William J. Bryan, Jefferson City, for appellant.
Terry M. Evans, Smithville, Mark D. Anstoetter, Overland Park, KS, for respondent.
Before Edwin H. Smith, P.J., Lowenstein and Hardwick, JJ.
This case pivots on the construction of Missouri's statutory declaration which restricts corporations from engaging in farming, Section 350.015, RSMo 2000, and a specific exception that such a restriction does not apply to corporate utilization of agricultural land located in three counties in Northeast Missouri for production of swine, Section 350.016, RSMo 2000. The pertinent parts of both statutes, as well as the definitions are printed below, and repeated in this opinion.

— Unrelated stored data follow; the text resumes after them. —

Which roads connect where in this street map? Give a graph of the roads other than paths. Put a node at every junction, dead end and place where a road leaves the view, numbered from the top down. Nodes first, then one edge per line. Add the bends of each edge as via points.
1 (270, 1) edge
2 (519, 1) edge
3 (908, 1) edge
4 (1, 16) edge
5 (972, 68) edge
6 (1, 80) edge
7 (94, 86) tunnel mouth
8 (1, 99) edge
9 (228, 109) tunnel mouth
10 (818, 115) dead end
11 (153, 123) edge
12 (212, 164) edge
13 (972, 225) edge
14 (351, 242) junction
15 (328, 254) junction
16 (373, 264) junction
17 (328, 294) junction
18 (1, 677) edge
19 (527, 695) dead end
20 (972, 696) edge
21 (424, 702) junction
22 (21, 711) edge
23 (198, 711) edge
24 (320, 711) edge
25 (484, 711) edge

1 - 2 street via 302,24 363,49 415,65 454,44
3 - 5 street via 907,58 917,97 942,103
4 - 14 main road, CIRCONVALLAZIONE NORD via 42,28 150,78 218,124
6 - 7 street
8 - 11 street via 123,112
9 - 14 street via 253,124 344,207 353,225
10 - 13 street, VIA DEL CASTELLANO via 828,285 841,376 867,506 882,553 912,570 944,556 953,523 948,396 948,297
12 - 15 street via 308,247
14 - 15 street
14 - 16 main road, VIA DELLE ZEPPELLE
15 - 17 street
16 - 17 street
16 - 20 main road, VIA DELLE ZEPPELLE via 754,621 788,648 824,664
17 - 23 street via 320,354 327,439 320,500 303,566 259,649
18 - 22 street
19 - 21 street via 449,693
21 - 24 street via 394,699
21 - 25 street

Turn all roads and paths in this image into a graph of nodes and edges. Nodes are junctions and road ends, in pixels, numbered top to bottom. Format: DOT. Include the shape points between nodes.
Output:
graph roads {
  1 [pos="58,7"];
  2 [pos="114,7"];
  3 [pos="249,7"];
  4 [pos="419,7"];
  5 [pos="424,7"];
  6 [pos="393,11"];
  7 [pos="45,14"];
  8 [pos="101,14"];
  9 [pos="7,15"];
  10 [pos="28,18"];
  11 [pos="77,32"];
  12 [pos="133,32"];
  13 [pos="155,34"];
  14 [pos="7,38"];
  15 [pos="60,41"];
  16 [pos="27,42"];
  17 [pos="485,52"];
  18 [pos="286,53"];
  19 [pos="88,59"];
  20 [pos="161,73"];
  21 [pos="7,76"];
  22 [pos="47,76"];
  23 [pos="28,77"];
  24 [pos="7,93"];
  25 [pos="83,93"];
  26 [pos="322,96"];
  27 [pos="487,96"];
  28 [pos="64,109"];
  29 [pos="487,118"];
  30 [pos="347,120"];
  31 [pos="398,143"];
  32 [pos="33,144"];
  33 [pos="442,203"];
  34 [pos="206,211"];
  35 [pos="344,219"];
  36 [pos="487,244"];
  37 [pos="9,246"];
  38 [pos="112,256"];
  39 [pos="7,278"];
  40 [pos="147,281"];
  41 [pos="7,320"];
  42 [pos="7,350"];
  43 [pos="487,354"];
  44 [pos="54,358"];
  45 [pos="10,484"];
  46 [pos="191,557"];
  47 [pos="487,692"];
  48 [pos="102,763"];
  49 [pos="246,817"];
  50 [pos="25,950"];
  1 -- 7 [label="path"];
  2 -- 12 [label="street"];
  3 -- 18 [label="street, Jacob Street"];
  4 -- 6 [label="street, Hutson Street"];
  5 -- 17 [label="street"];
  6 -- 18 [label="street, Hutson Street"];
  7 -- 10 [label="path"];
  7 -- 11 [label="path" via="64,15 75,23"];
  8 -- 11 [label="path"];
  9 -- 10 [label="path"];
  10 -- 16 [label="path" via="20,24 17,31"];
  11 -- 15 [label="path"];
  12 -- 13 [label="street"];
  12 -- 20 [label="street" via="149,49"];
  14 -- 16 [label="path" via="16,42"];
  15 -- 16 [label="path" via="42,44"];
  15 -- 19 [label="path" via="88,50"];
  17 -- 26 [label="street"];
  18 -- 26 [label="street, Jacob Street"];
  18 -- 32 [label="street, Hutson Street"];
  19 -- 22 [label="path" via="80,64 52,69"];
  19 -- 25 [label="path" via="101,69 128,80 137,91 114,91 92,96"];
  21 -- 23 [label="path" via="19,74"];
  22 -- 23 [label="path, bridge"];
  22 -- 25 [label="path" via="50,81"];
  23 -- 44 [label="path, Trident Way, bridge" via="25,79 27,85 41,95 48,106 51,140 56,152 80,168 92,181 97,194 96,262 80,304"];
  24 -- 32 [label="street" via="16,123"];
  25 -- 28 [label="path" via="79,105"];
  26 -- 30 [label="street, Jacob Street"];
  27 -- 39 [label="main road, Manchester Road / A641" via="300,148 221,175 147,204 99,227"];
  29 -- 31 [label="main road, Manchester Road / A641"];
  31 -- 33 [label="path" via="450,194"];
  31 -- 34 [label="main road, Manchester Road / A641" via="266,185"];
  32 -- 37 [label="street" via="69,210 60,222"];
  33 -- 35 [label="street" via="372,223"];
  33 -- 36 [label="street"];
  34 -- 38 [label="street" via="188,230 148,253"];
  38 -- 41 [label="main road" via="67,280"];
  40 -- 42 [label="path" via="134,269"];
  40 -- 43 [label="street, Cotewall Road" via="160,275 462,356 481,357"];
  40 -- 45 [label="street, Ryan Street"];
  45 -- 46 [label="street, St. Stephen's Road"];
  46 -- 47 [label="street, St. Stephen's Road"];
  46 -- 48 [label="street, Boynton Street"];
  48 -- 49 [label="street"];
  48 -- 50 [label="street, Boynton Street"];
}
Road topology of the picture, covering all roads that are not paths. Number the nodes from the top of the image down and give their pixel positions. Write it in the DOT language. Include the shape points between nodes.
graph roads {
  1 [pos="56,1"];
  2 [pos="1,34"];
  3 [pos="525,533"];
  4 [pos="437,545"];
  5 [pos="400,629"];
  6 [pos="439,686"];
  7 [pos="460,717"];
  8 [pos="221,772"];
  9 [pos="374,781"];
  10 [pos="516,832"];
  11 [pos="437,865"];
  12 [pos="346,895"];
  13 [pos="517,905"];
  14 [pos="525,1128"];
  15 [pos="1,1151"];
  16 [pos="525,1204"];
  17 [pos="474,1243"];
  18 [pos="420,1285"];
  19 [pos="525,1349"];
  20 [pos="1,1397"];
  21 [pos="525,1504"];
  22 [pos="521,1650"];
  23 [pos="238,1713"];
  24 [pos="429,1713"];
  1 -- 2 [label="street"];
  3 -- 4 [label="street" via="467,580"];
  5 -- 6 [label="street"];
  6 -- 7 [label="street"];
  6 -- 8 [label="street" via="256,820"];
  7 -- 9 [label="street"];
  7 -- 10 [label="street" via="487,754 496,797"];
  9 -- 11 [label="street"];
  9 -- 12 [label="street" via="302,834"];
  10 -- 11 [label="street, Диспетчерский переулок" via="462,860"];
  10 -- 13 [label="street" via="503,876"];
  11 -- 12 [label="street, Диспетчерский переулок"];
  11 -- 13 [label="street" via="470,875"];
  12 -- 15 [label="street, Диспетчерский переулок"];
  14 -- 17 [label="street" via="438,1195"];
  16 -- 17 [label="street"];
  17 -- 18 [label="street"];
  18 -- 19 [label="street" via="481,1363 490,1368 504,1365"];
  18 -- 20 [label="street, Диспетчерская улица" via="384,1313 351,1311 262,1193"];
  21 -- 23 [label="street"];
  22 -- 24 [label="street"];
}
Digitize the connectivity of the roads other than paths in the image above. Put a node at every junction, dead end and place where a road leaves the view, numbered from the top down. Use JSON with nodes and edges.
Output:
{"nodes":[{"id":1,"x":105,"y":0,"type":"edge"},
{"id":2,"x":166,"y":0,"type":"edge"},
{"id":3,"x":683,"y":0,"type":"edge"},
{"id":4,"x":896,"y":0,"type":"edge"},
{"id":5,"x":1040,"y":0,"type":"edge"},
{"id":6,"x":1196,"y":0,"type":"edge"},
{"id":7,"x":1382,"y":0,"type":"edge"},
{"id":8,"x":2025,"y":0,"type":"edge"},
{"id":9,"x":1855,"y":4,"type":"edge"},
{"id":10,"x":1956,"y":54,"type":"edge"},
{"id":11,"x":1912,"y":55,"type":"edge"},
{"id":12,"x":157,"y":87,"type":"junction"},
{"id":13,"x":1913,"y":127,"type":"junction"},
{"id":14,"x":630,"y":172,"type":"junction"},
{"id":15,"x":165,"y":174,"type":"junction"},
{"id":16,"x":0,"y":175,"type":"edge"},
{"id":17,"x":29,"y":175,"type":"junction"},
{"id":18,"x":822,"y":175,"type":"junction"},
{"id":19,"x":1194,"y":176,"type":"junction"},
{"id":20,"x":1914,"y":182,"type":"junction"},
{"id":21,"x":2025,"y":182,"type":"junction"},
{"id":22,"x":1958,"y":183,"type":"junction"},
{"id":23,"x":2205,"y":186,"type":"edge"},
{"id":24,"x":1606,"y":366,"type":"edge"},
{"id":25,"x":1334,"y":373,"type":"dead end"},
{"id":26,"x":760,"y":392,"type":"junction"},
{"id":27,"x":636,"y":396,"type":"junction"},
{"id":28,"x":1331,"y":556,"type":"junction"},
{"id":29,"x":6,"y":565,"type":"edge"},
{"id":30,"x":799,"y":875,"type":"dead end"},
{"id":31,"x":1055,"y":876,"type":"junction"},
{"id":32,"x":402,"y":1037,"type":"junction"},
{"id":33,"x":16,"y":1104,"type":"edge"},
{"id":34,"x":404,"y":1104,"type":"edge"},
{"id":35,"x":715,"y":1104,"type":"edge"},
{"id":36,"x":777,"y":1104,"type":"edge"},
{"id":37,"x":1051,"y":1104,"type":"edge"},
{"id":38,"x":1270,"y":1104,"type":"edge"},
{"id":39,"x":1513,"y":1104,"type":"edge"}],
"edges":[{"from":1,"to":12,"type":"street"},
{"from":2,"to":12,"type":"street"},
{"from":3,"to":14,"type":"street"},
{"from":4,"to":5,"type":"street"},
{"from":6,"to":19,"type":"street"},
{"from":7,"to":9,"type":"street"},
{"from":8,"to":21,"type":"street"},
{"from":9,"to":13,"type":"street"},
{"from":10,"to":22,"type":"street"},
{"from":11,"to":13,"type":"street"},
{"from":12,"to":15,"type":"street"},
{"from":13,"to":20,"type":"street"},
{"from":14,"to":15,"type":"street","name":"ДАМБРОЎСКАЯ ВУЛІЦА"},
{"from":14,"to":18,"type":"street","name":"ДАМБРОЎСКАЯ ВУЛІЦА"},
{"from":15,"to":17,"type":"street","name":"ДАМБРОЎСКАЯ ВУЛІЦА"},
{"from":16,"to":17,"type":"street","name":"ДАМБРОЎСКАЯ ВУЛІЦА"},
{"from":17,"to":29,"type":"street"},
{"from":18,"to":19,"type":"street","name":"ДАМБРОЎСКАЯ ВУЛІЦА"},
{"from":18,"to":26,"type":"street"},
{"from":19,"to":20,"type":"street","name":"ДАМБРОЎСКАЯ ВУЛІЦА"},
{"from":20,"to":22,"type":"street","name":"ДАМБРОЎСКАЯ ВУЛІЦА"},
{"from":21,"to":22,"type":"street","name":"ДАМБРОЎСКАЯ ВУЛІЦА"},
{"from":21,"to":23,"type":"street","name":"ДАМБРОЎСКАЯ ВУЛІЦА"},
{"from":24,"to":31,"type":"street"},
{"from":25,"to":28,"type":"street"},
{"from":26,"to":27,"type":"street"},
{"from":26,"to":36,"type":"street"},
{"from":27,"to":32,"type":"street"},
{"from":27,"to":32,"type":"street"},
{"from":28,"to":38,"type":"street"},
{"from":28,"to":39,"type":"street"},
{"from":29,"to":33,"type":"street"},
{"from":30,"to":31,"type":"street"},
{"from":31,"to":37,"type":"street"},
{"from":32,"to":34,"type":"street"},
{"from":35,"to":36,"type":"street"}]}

"After September 28, 1975, no corporation not already engaged in farming shall engage in farming; nor shall any corporation, directly or indirectly, acquire, or otherwise obtain an interest, whether legal, beneficial or otherwise, in any title to agricultural land in this state . . ." § 350.015, RSMo 2000. "The restrictions set forth in section 350.015 shall not apply to agricultural land in counties located north of the Missouri River and west of the Chariton River and having a population of more than three thousand five hundred and less than seven thousand inhabitants which border at least two other counties having a population of more than three thousand five hundred and less than seven thousand inhabitants which is used by a corporation or limited partnership for the production of swine or swine products." § 350.016, RSMo 2000.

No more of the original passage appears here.